-- Excerpts from a dataset --
%%

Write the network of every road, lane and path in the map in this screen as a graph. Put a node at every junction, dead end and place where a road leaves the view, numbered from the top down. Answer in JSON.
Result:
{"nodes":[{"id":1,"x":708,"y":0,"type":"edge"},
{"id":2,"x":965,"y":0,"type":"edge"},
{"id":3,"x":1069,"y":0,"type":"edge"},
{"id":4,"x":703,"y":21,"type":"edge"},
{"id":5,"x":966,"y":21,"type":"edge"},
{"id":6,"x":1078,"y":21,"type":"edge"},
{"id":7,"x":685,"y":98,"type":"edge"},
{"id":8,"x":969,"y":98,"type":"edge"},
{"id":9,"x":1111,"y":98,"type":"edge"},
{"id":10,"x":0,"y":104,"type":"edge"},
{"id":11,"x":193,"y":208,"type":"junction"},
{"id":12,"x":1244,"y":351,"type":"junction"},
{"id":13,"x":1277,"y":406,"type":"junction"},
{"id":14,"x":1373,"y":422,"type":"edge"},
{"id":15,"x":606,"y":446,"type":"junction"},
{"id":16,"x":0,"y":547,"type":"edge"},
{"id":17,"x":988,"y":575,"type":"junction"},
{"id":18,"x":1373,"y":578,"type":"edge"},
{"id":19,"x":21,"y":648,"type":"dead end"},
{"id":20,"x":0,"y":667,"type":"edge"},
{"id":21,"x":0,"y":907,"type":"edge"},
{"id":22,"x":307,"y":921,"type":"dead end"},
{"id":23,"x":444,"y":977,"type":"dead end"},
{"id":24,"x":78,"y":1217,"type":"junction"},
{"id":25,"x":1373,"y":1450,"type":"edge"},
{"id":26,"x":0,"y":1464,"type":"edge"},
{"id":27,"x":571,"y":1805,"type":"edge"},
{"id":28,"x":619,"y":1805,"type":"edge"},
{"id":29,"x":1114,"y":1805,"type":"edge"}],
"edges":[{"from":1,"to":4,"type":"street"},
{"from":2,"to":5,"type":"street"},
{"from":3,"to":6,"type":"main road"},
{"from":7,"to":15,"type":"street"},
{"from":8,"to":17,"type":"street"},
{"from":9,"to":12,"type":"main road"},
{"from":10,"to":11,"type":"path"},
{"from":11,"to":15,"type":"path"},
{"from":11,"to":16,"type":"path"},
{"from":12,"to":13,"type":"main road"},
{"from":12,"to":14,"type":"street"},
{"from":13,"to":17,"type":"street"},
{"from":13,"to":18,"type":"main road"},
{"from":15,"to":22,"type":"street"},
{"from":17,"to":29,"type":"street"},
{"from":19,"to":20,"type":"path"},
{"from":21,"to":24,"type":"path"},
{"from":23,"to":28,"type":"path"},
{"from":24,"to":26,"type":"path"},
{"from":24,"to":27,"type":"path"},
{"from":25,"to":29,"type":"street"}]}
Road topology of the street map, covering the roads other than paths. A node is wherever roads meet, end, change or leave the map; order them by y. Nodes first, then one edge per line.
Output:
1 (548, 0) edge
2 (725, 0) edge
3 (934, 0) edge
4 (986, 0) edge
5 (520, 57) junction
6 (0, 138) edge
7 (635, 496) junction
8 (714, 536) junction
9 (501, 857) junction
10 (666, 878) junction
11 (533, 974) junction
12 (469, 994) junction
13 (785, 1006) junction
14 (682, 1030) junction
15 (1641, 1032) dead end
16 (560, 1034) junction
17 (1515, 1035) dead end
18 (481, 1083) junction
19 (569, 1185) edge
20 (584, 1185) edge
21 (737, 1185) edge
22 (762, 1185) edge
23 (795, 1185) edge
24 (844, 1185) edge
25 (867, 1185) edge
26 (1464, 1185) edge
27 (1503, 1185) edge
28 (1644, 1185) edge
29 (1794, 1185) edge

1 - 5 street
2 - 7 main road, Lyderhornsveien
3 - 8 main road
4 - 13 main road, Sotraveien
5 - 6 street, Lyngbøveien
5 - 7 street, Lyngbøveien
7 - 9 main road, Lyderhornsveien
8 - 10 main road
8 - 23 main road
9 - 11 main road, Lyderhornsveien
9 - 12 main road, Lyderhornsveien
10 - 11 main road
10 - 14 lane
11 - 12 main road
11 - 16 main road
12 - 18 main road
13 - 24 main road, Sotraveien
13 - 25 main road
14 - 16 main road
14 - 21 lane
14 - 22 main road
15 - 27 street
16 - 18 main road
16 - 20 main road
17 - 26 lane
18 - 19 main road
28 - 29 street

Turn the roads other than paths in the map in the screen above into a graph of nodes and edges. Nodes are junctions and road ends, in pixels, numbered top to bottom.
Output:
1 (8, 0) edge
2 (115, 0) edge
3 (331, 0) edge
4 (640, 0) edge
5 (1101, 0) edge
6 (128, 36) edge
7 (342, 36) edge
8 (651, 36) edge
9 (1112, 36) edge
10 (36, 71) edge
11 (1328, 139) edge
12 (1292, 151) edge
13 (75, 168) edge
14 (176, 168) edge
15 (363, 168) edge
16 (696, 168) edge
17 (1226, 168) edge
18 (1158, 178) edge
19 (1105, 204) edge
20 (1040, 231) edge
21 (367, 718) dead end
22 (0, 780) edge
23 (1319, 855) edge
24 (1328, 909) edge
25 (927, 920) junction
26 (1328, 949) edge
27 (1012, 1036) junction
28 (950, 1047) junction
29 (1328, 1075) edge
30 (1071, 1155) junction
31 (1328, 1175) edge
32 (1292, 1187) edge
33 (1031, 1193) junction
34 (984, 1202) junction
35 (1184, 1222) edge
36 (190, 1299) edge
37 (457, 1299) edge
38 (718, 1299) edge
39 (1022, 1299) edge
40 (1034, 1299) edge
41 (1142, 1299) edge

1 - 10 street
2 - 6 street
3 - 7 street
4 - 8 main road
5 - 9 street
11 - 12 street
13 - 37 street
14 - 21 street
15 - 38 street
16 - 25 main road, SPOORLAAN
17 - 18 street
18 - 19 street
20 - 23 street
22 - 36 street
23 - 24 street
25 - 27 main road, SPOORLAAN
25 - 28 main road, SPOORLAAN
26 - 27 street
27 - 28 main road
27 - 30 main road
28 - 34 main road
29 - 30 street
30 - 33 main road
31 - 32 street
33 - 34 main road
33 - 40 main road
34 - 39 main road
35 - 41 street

%%

-- Task requirements --
Check every line of the entries above, and copy those that carry the string "screen".

-- Exercise response --
Write the network of every road, lane and path in the map in this screen as a graph. Put a node at every junction, dead end and place where a road leaves the view, numbered from the top down. Answer in JSON.
Turn the roads other than paths in the map in the screen above into a graph of nodes and edges. Nodes are junctions and road ends, in pixels, numbered top to bottom.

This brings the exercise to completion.